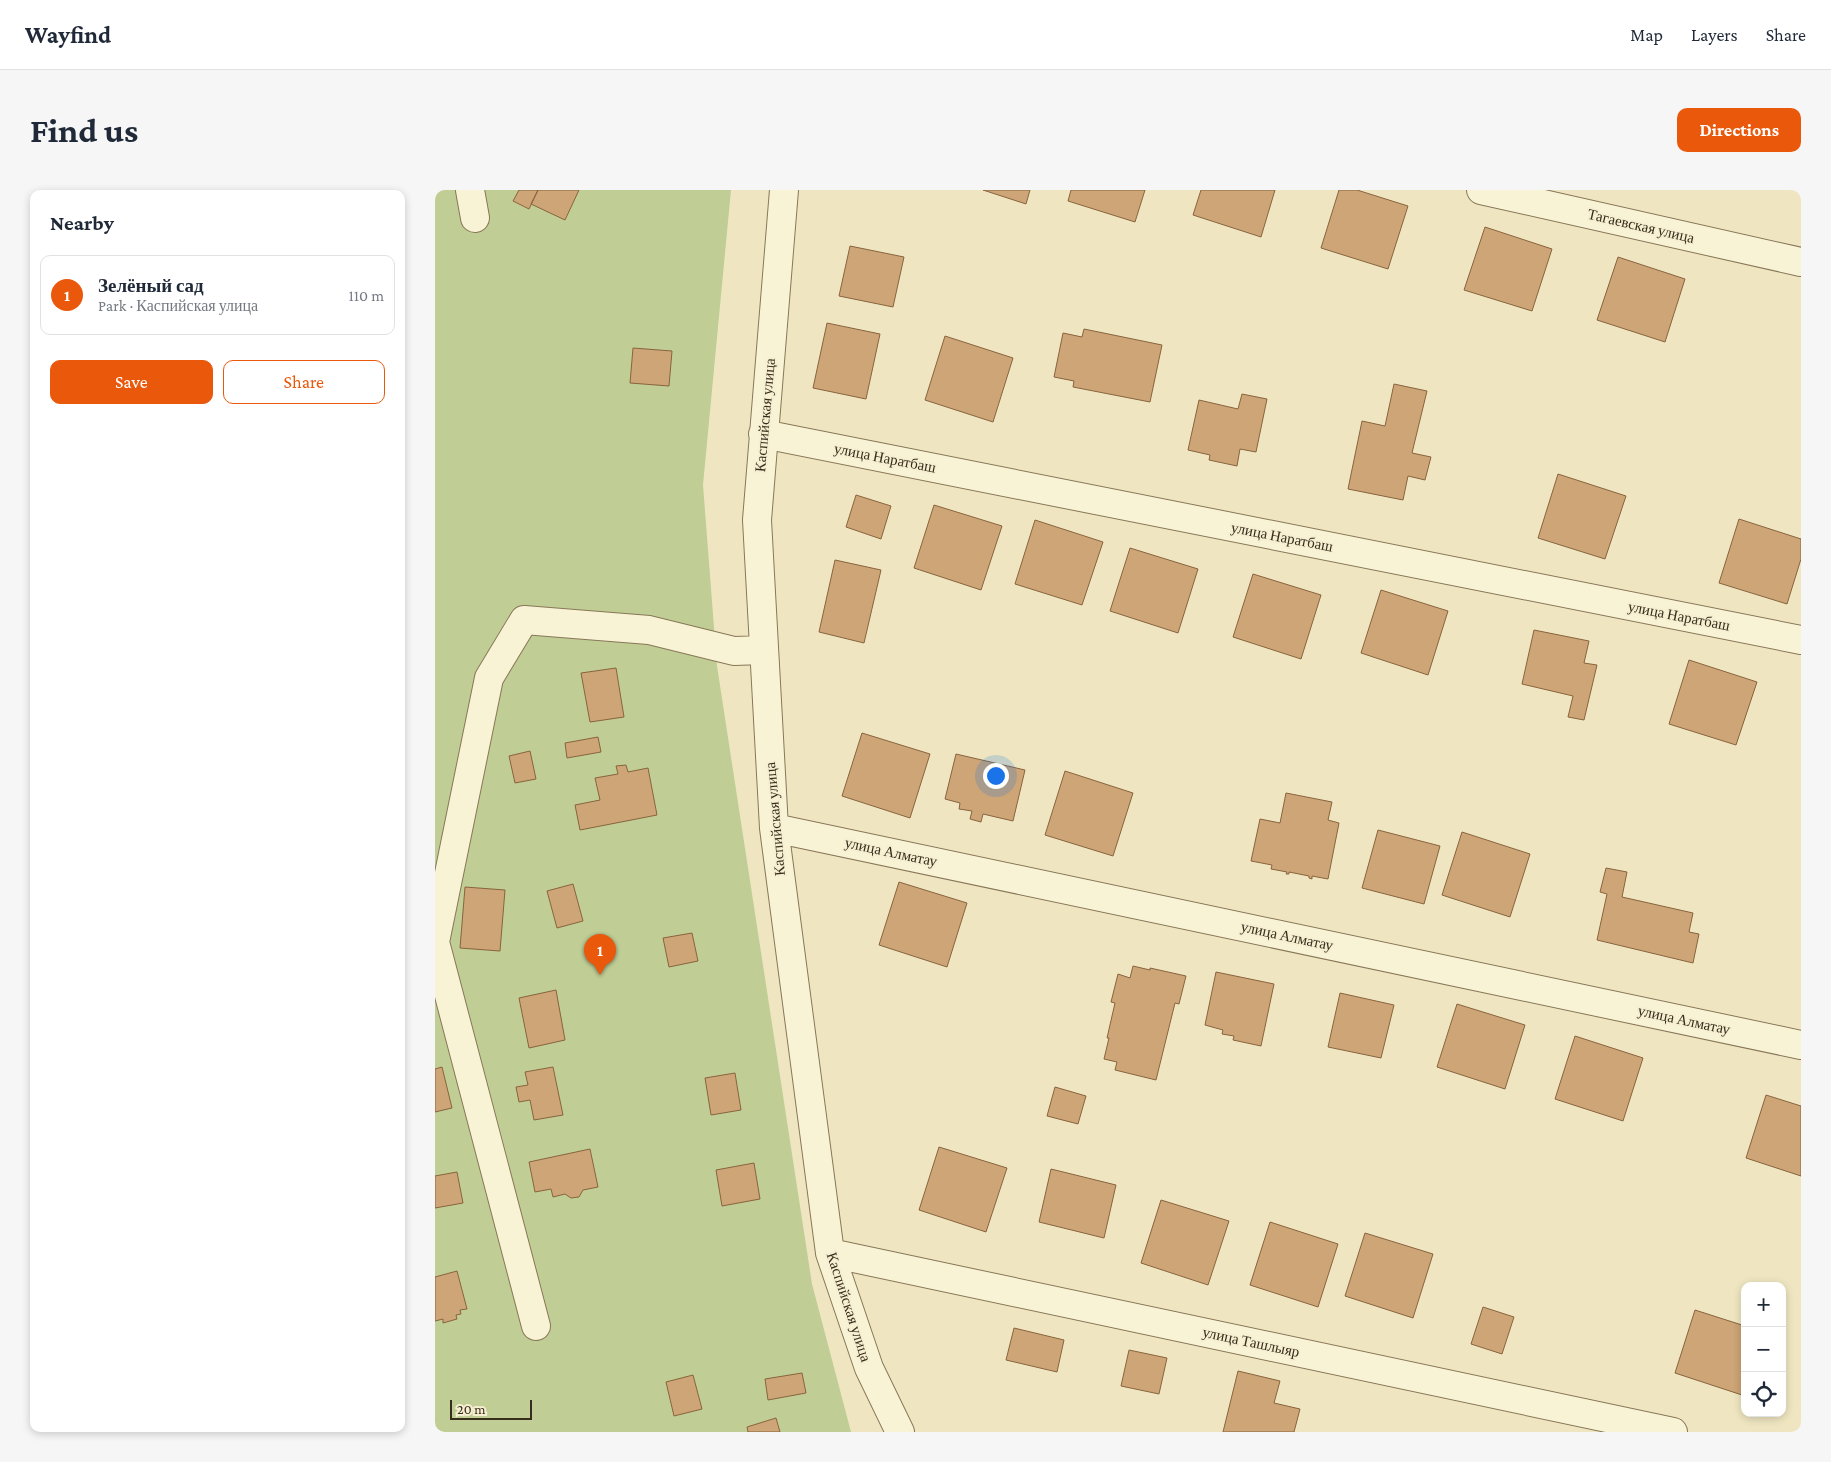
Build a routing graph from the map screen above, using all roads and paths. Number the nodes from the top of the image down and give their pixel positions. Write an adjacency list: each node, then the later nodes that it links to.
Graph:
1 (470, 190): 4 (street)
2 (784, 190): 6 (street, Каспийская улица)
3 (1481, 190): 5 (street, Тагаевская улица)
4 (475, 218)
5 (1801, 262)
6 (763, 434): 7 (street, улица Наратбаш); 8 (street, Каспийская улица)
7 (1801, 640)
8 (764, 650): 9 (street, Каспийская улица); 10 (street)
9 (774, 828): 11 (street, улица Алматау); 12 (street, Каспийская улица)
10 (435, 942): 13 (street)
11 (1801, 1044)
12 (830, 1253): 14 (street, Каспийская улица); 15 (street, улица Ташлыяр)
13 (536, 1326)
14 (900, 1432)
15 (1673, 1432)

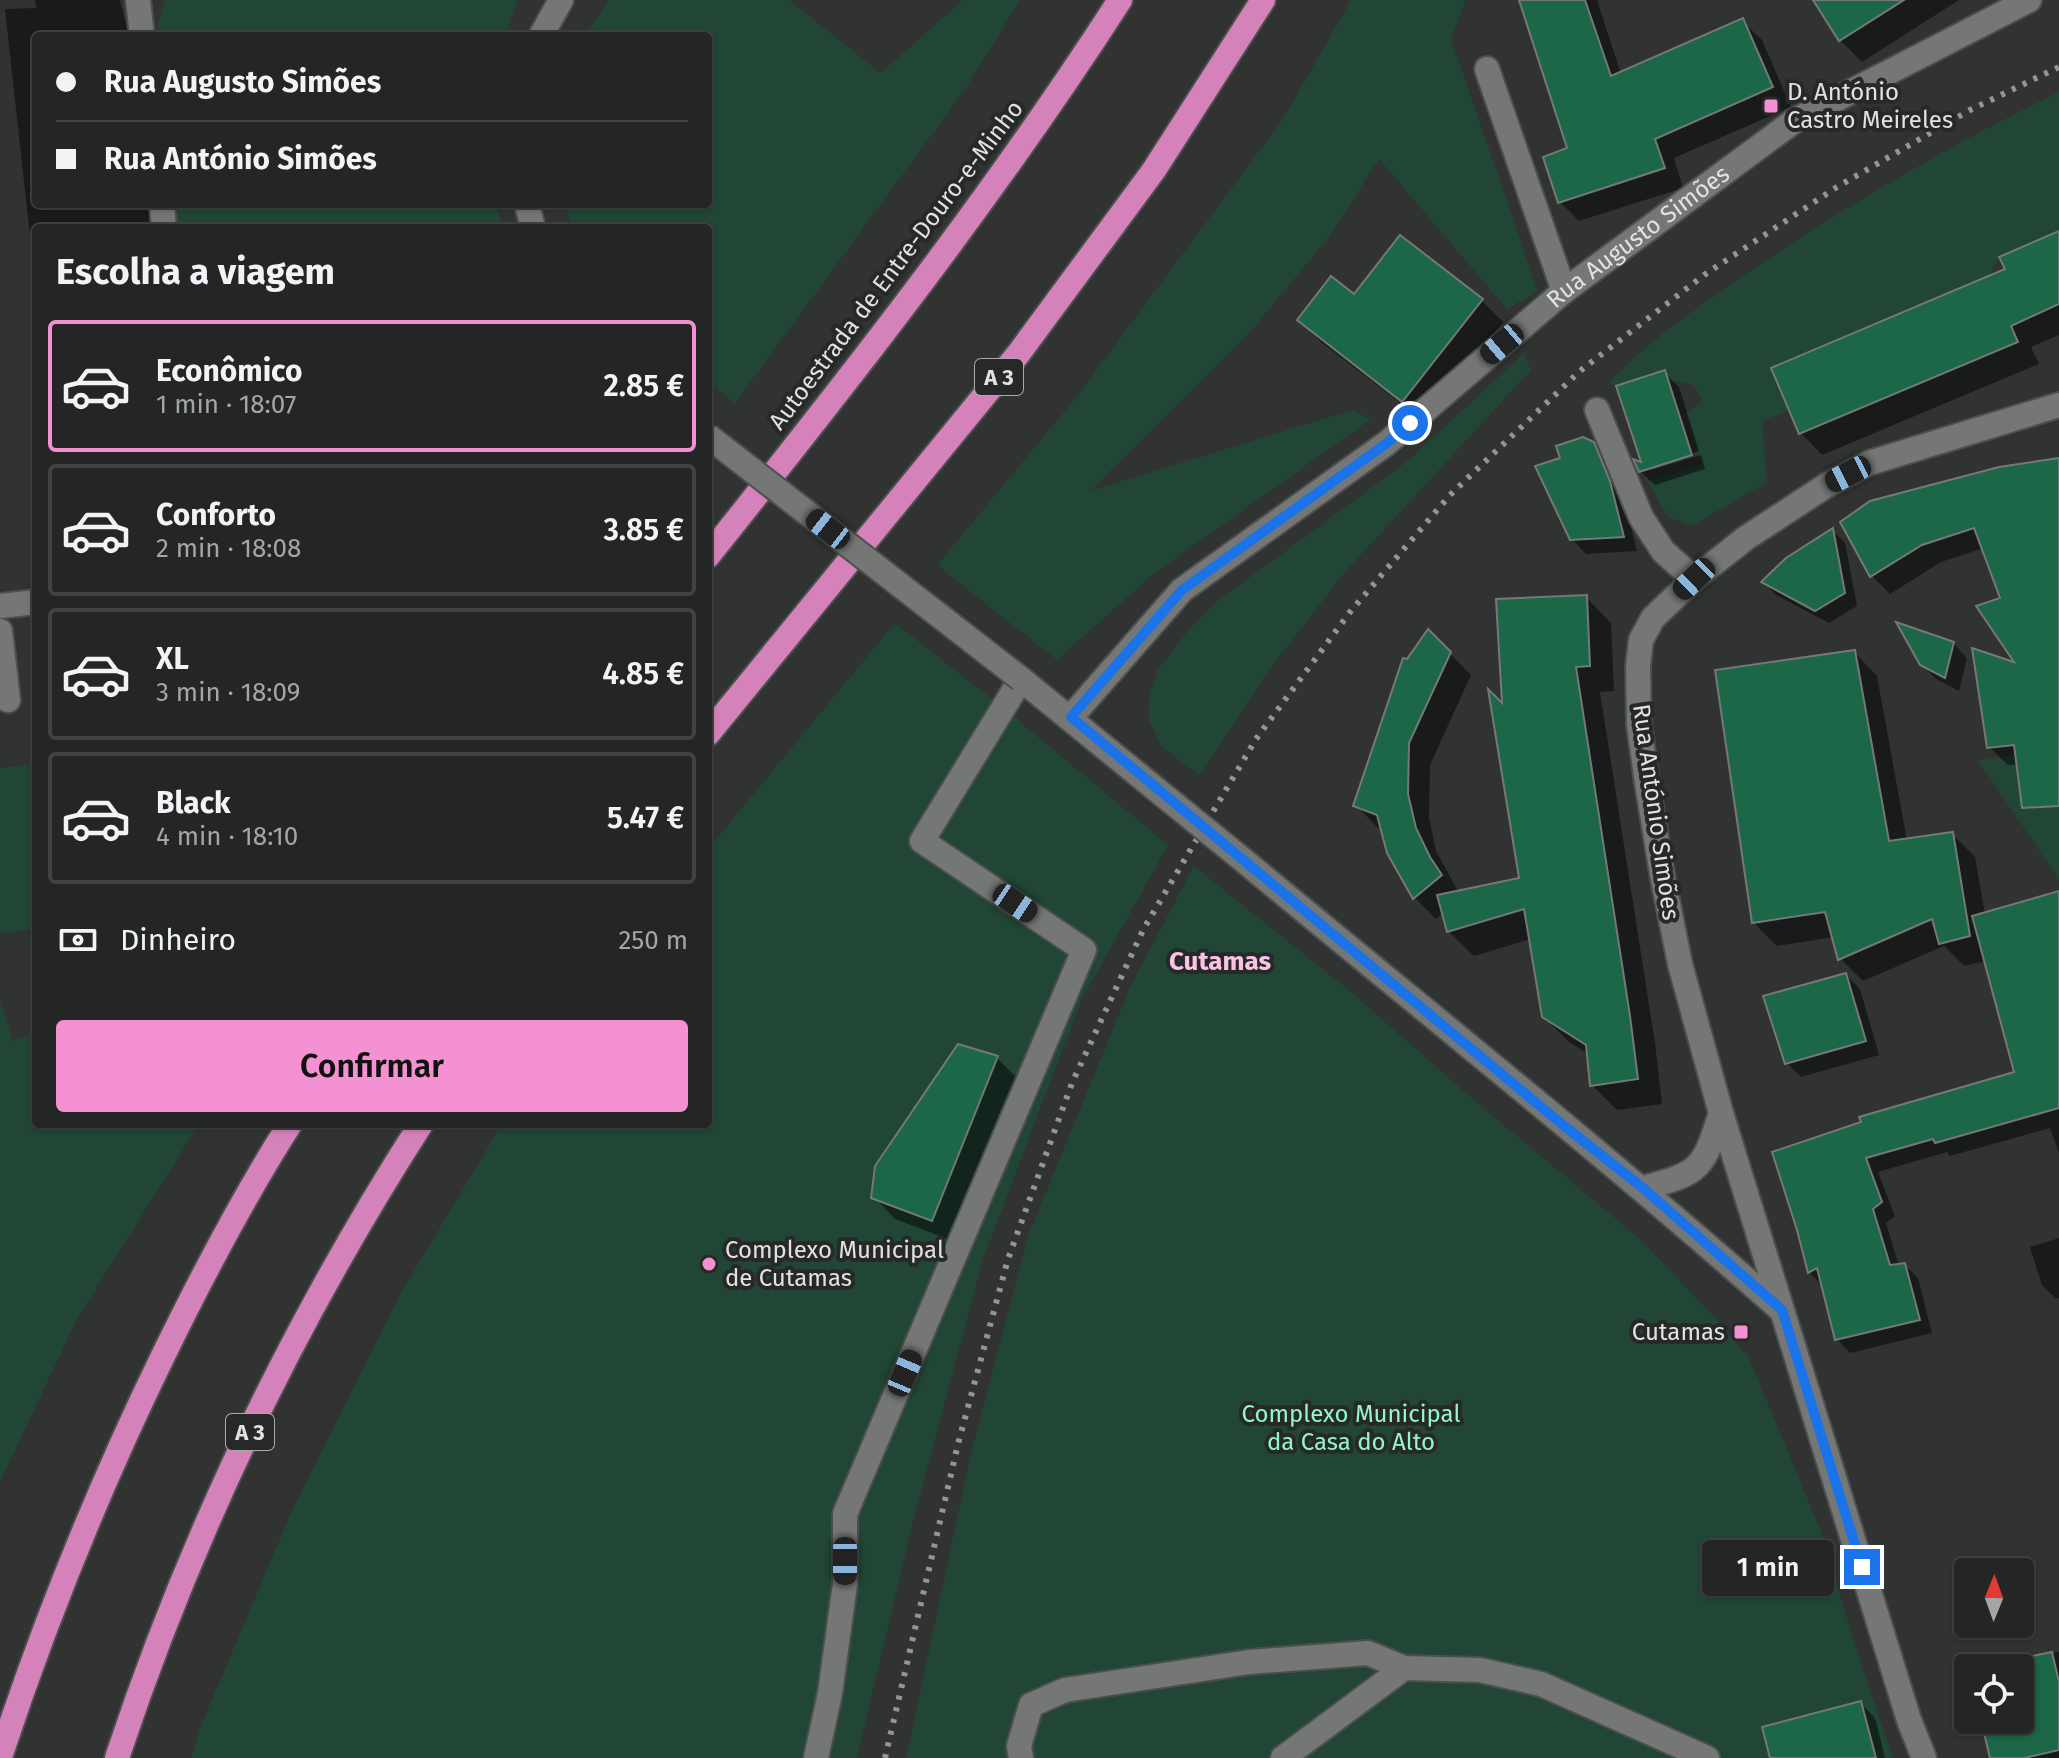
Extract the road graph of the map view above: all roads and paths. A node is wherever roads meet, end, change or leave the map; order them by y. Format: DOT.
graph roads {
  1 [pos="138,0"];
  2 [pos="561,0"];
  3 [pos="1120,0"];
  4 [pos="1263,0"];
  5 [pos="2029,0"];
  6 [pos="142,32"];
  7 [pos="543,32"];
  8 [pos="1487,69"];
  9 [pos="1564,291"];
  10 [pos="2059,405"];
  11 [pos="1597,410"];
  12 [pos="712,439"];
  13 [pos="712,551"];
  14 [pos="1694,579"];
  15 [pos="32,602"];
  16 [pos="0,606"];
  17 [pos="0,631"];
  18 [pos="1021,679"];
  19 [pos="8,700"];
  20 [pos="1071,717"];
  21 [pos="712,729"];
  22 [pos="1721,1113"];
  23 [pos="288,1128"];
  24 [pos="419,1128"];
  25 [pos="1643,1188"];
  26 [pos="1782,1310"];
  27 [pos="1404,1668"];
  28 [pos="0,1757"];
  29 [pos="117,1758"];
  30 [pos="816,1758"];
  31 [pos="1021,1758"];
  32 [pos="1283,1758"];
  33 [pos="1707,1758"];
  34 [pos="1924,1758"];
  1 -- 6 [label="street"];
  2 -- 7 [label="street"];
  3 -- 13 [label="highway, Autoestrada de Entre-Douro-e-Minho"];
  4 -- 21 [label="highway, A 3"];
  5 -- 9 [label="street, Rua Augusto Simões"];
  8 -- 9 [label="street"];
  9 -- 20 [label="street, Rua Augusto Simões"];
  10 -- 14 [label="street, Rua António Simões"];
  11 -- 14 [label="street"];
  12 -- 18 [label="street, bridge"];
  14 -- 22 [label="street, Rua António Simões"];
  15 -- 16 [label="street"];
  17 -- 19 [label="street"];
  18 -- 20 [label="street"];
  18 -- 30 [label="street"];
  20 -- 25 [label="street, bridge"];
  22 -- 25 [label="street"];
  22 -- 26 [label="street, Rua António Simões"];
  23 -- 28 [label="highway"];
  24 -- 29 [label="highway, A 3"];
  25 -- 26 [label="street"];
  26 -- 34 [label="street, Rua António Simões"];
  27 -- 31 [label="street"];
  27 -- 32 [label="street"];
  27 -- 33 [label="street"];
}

Exercise requirements —
Lines in the data that hold "above" must be located and copied.

Task result —
Build a routing graph from the map screen above, using all roads and paths. Number the nodes from the top of the image down and give their pixel positions. Write an adjacency list: each node, then the later nodes that it links to.
Extract the road graph of the map view above: all roads and paths. A node is wherever roads meet, end, change or leave the map; order them by y. Format: DOT.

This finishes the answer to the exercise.